Let's say $u$ is somehow correlated with some variable $y$, which $x$ is also correlated with. In this case, $$E(u\mid x) \not= E(u) $$ since for greater $x$ values the expectation of the error would go up or down since it is correlated with $x$ through the $y$ variable. With this being the case, the line of best fit would end up with greater or lesser expected errors as $x$ increases and decreases.

Is this what the zero conditional mean assumption is trying to say, or is there a better reasoning that I'm not hitting on?

Thank you!

This assumption means that the error $u$ doesn't vary with $x$ in expectation. Often $\mathbb{E}u=0$, so this means that the error is always centered on your prediction.

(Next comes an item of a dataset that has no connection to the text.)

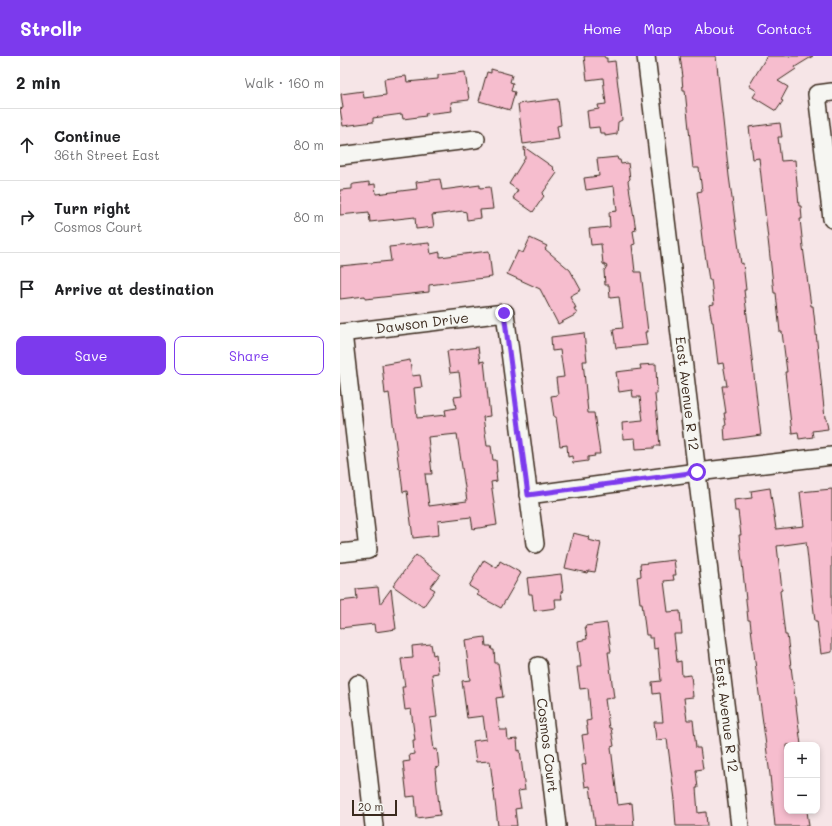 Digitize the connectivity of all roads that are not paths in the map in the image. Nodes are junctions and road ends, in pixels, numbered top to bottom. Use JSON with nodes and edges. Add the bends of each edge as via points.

This is weaker than independence, though, where $\mathbb{E} [f(u)|x]=\mathbb{E}[f(u)]$ for all (measurable) functions $f$.

In particular, if we take $f(u)=(u - \mathbb{E}[u|x])^2=(u-\mathbb{E}u)^2$ it is possible that $\mathbb{E}[f(u)|x] = \operatorname{Var}(u|x)$ can vary with time with this assumption. In a different word: heteroskedasticity.

  • In that last line, are you saying that heteroskedasticity can occur even if this assumption is satisfied? – M. Damon Aug 9 at 3:34
  • @M.Damon yes precisely! – cdipaolo Aug 9 at 7:13
  • I’m still slightly confused then. Would a violation of this mean something like having more data points end up above the line as the $x$ values increase? – M. Damon Aug 9 at 14:30
  • @M.Damon Yep — since that would mean that the expected error increases. If you think about it another way that’d mean your model was poorly chosen since it doesn’t capture the data trends. – cdipaolo Aug 9 at 16:15
  • Alright thank you. I feel like I actually kind of get it now. – M. Damon Aug 9 at 18:06

Recall that you model the conditional expectation, hence if $\mathbb{E}[u|x]=g(x)$ $$ \mathbb{E}[y|x] = \mathbb{E} [a + b x + u|x]=a+bx+g(x), $$ then $g(x)$ is a part that you should model/approximate. If $g(x) = c$, i.e., a constant, then you can just add it to the intercept, i.e., $y=(a+c)+bx+\epsilon$ and $\mathbb{E}[\epsilon|x]=0$, otherwise you should impose explicit structure on $g(x)$. Hence, the assumption is $$ \mathbb{E}[u|x]=\mathbb{E}[u]=0, $$
means that given $x$, if you discard the disturbance $u$, you have a linear model in the parameters. Your main interest is $\mathbb{E}[u|x]$, as you look at the model given $x$ and not just at the error term itself.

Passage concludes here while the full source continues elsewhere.